**What you have to do**. The answer must be every line of the records below that contains the word "bridge", copied out.
(Study material)
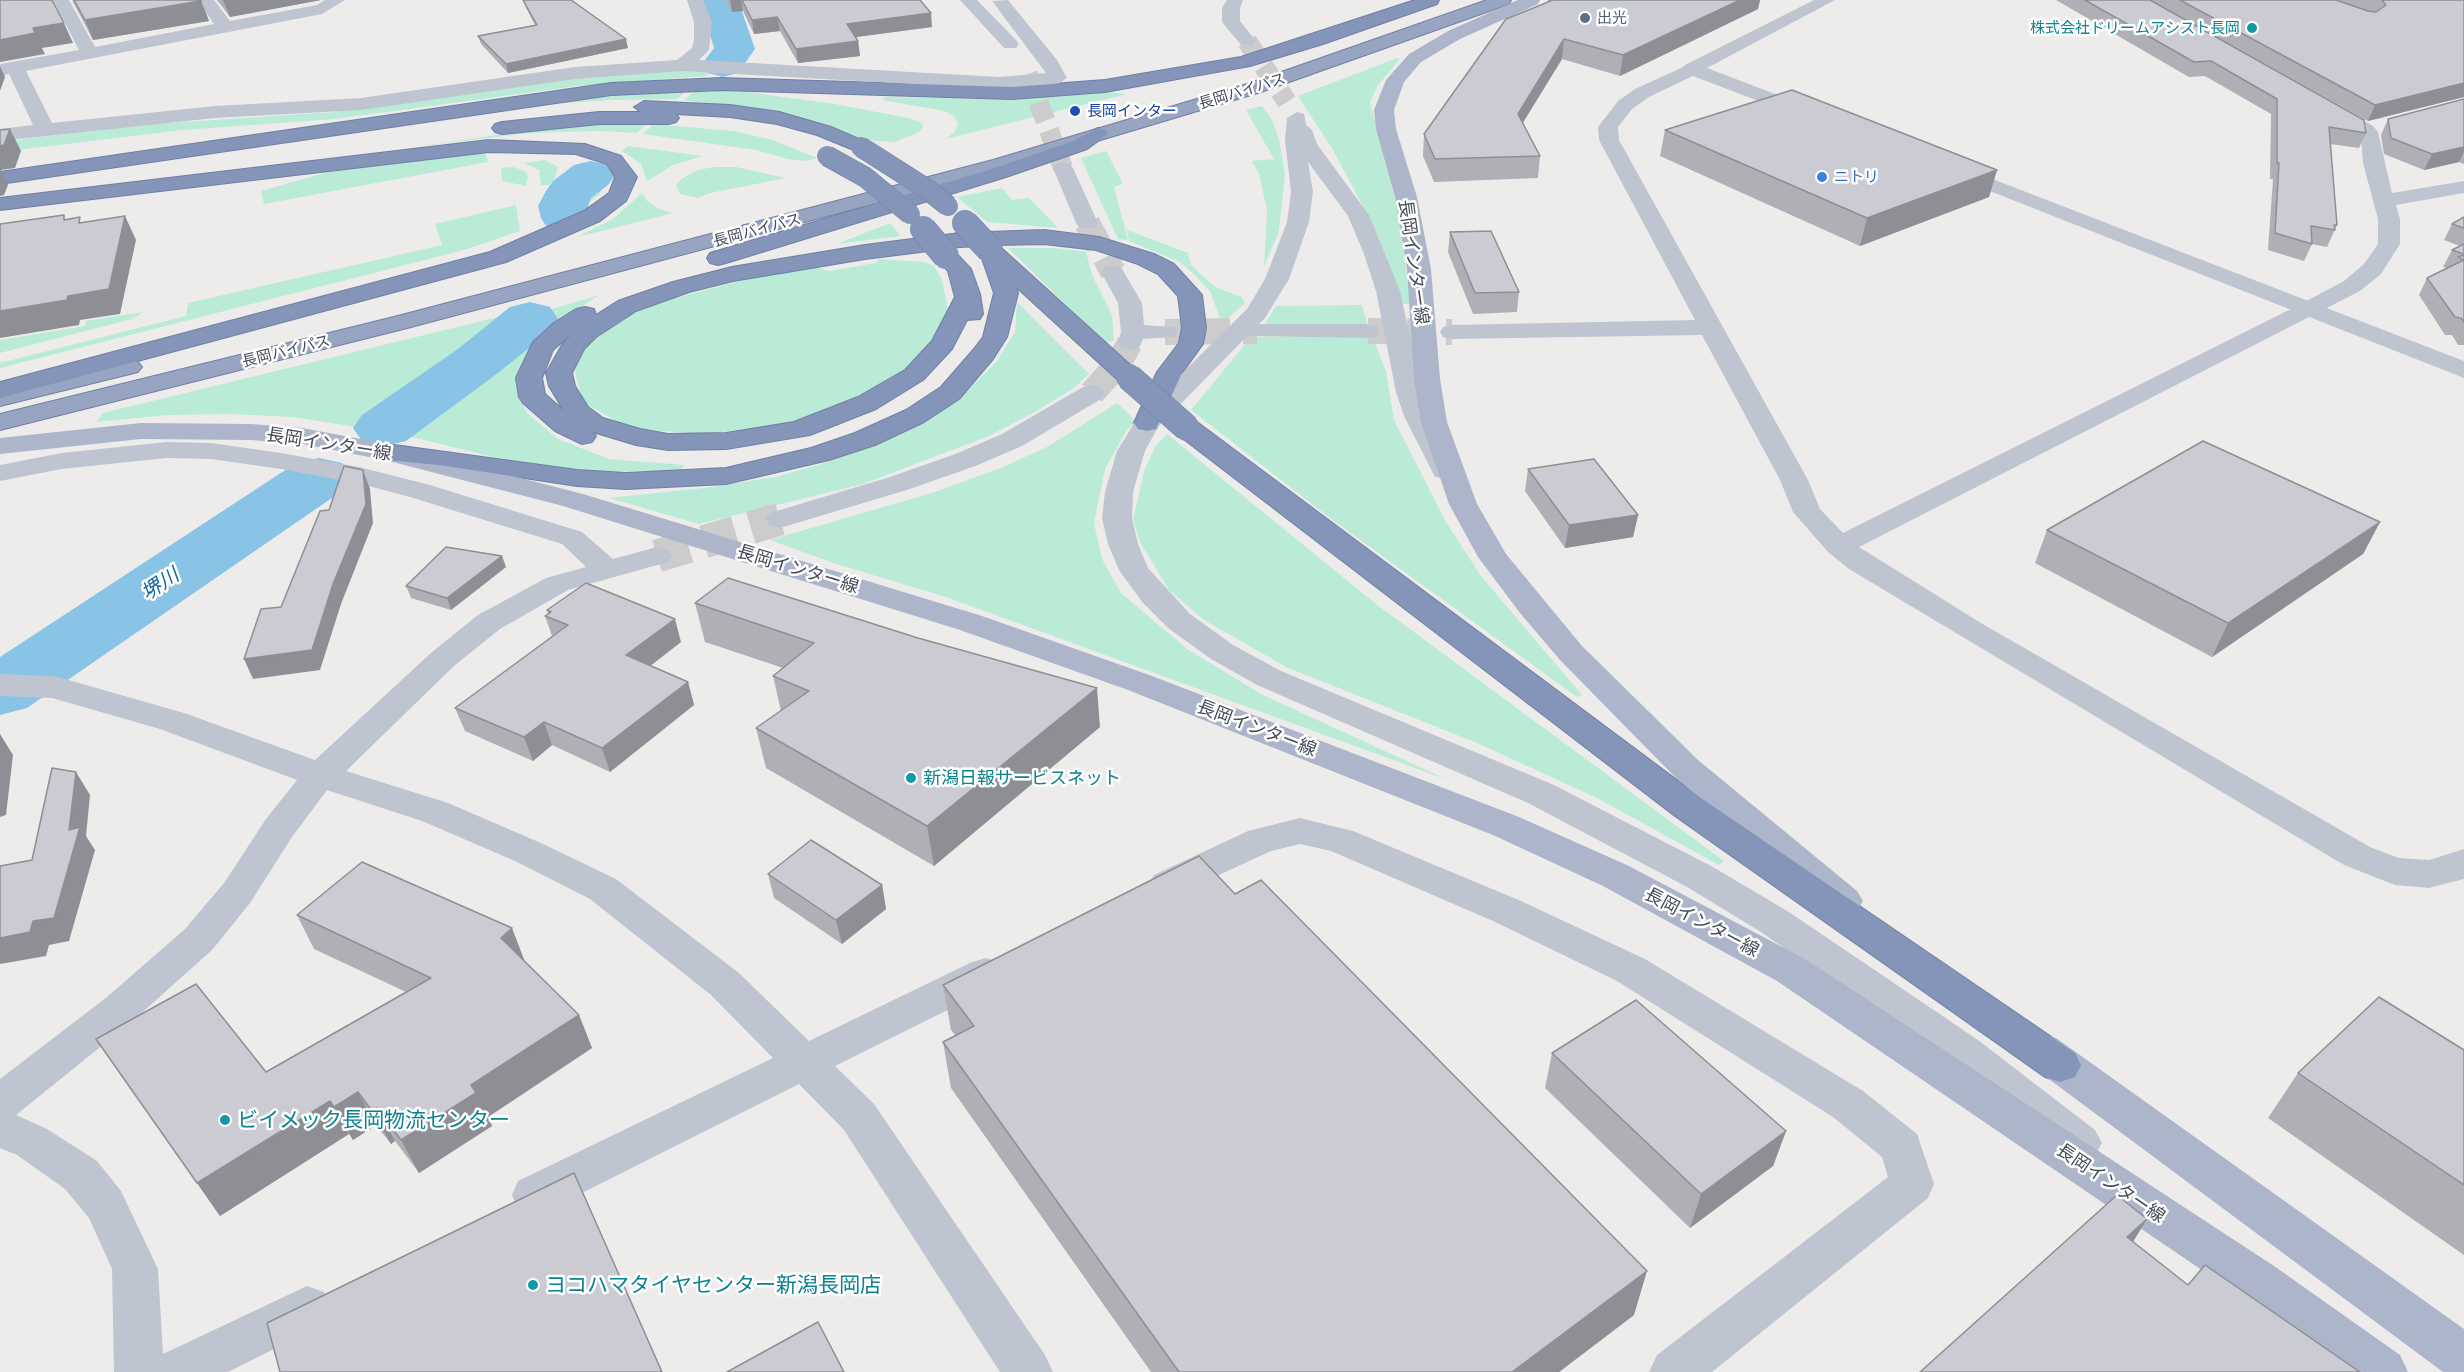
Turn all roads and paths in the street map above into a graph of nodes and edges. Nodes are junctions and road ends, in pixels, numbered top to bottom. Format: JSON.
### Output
{"nodes":[{"id":1,"x":61,"y":0,"type":"edge"},
{"id":2,"x":205,"y":0,"type":"edge"},
{"id":3,"x":338,"y":0,"type":"edge"},
{"id":4,"x":695,"y":0,"type":"edge"},
{"id":5,"x":1001,"y":0,"type":"edge"},
{"id":6,"x":1235,"y":0,"type":"edge"},
{"id":7,"x":1431,"y":0,"type":"edge"},
{"id":8,"x":1457,"y":0,"type":"edge"},
{"id":9,"x":1503,"y":0,"type":"edge"},
{"id":10,"x":1532,"y":0,"type":"edge"},
{"id":11,"x":1827,"y":0,"type":"edge"},
{"id":12,"x":970,"y":3,"type":"edge"},
{"id":13,"x":226,"y":28,"type":"junction"},
{"id":14,"x":1247,"y":41,"type":"tunnel mouth"},
{"id":15,"x":90,"y":54,"type":"junction"},
{"id":16,"x":1023,"y":64,"type":"tunnel mouth"},
{"id":17,"x":682,"y":65,"type":"junction"},
{"id":18,"x":8,"y":69,"type":"edge"},
{"id":19,"x":1692,"y":69,"type":"junction"},
{"id":20,"x":2307,"y":97,"type":"edge"},
{"id":21,"x":1835,"y":124,"type":"edge"},
{"id":22,"x":2388,"y":124,"type":"edge"},
{"id":23,"x":45,"y":129,"type":"junction"},
{"id":24,"x":2366,"y":130,"type":"junction"},
{"id":25,"x":1098,"y":134,"type":"junction"},
{"id":26,"x":0,"y":135,"type":"edge"},
{"id":27,"x":123,"y":162,"type":"junction"},
{"id":28,"x":1934,"y":162,"type":"edge"},
{"id":29,"x":1062,"y":168,"type":"tunnel mouth"},
{"id":30,"x":0,"y":178,"type":"edge"},
{"id":31,"x":2464,"y":187,"type":"edge"},
{"id":32,"x":121,"y":188,"type":"junction"},
{"id":33,"x":2383,"y":201,"type":"junction"},
{"id":34,"x":0,"y":204,"type":"edge"},
{"id":35,"x":1087,"y":224,"type":"tunnel mouth"},
{"id":36,"x":990,"y":250,"type":"junction"},
{"id":37,"x":1113,"y":272,"type":"tunnel mouth"},
{"id":38,"x":968,"y":294,"type":"junction"},
{"id":39,"x":2308,"y":310,"type":"junction"},
{"id":40,"x":1711,"y":327,"type":"junction"},
{"id":41,"x":1257,"y":331,"type":"tunnel mouth"},
{"id":42,"x":1368,"y":331,"type":"tunnel mouth"},
{"id":43,"x":1164,"y":332,"type":"tunnel mouth"},
{"id":44,"x":1452,"y":332,"type":"tunnel mouth"},
{"id":45,"x":2464,"y":370,"type":"edge"},
{"id":46,"x":0,"y":390,"type":"edge"},
{"id":47,"x":1092,"y":393,"type":"tunnel mouth"},
{"id":48,"x":0,"y":398,"type":"edge"},
{"id":49,"x":0,"y":422,"type":"edge"},
{"id":50,"x":1147,"y":423,"type":"junction"},
{"id":51,"x":0,"y":446,"type":"edge"},
{"id":52,"x":387,"y":452,"type":"junction"},
{"id":53,"x":0,"y":473,"type":"edge"},
{"id":54,"x":1463,"y":504,"type":"junction"},
{"id":55,"x":780,"y":519,"type":"tunnel mouth"},
{"id":56,"x":1839,"y":546,"type":"junction"},
{"id":57,"x":657,"y":556,"type":"tunnel mouth"},
{"id":58,"x":606,"y":569,"type":"junction"},
{"id":59,"x":0,"y":685,"type":"edge"},
{"id":60,"x":320,"y":775,"type":"junction"},
{"id":61,"x":2464,"y":862,"type":"edge"},
{"id":62,"x":1133,"y":902,"type":"edge"},
{"id":63,"x":1015,"y":959,"type":"edge"},
{"id":64,"x":802,"y":1062,"type":"junction"},
{"id":65,"x":2060,"y":1065,"type":"junction"},
{"id":66,"x":0,"y":1103,"type":"edge"},
{"id":67,"x":0,"y":1128,"type":"edge"},
{"id":68,"x":495,"y":1215,"type":"edge"},
{"id":69,"x":2257,"y":1281,"type":"junction"},
{"id":70,"x":336,"y":1293,"type":"edge"},
{"id":71,"x":2464,"y":1358,"type":"edge"},
{"id":72,"x":139,"y":1372,"type":"edge"},
{"id":73,"x":177,"y":1372,"type":"edge"},
{"id":74,"x":1028,"y":1372,"type":"edge"},
{"id":75,"x":1674,"y":1372,"type":"edge"},
{"id":76,"x":2384,"y":1372,"type":"edge"}],
"edges":[{"from":1,"to":15,"type":"street"},
{"from":2,"to":13,"type":"street"},
{"from":3,"to":13,"type":"street"},
{"from":4,"to":17,"type":"street"},
{"from":5,"to":12,"type":"street"},
{"from":5,"to":17,"type":"street"},
{"from":6,"to":14,"type":"street"},
{"from":7,"to":27,"type":"highway"},
{"from":8,"to":48,"type":"highway","name":"長岡バイパス"},
{"from":9,"to":25,"type":"highway","name":"長岡バイパス"},
{"from":10,"to":54,"type":"main road","name":"長岡インター線"},
{"from":11,"to":19,"type":"street"},
{"from":12,"to":16,"type":"street"},
{"from":13,"to":15,"type":"street"},
{"from":15,"to":18,"type":"street"},
{"from":17,"to":23,"type":"street"},
{"from":18,"to":23,"type":"street"},
{"from":19,"to":21,"type":"street"},
{"from":19,"to":40,"type":"street"},
{"from":20,"to":24,"type":"street"},
{"from":22,"to":24,"type":"street"},
{"from":23,"to":26,"type":"street"},
{"from":24,"to":33,"type":"street"},
{"from":25,"to":38,"type":"highway"},
{"from":25,"to":49,"type":"highway","name":"長岡バイパス"},
{"from":27,"to":30,"type":"highway"},
{"from":27,"to":36,"type":"highway","bridge":true},
{"from":28,"to":39,"type":"street"},
{"from":29,"to":35,"type":"street"},
{"from":31,"to":33,"type":"street"},
{"from":32,"to":34,"type":"highway"},
{"from":32,"to":38,"type":"highway","bridge":true},
{"from":32,"to":46,"type":"highway"},
{"from":33,"to":39,"type":"street"},
{"from":36,"to":52,"type":"highway"},
{"from":36,"to":65,"type":"highway","bridge":true},
{"from":37,"to":43,"type":"street"},
{"from":38,"to":50,"type":"highway"},
{"from":39,"to":45,"type":"street"},
{"from":39,"to":56,"type":"street"},
{"from":40,"to":44,"type":"street"},
{"from":40,"to":56,"type":"street"},
{"from":41,"to":42,"type":"street"},
{"from":47,"to":55,"type":"street"},
{"from":50,"to":54,"type":"street"},
{"from":50,"to":69,"type":"street"},
{"from":51,"to":52,"type":"main road","name":"長岡インター線"},
{"from":52,"to":69,"type":"main road","name":"長岡インター線"},
{"from":53,"to":58,"type":"street"},
{"from":54,"to":65,"type":"main road","name":"長岡インター線"},
{"from":56,"to":61,"type":"street"},
{"from":57,"to":58,"type":"street"},
{"from":58,"to":60,"type":"street"},
{"from":59,"to":60,"type":"street"},
{"from":60,"to":64,"type":"street"},
{"from":60,"to":66,"type":"street"},
{"from":62,"to":75,"type":"street"},
{"from":63,"to":64,"type":"street"},
{"from":64,"to":68,"type":"street"},
{"from":64,"to":74,"type":"street"},
{"from":65,"to":71,"type":"main road","name":"長岡インター線"},
{"from":67,"to":72,"type":"street"},
{"from":69,"to":76,"type":"main road","name":"長岡インター線"},
{"from":70,"to":73,"type":"street"}]}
(End Study material)
**Reply to the exercise**.
{"from":27,"to":36,"type":"highway","bridge":true},
{"from":32,"to":38,"type":"highway","bridge":true},
{"from":36,"to":65,"type":"highway","bridge":true},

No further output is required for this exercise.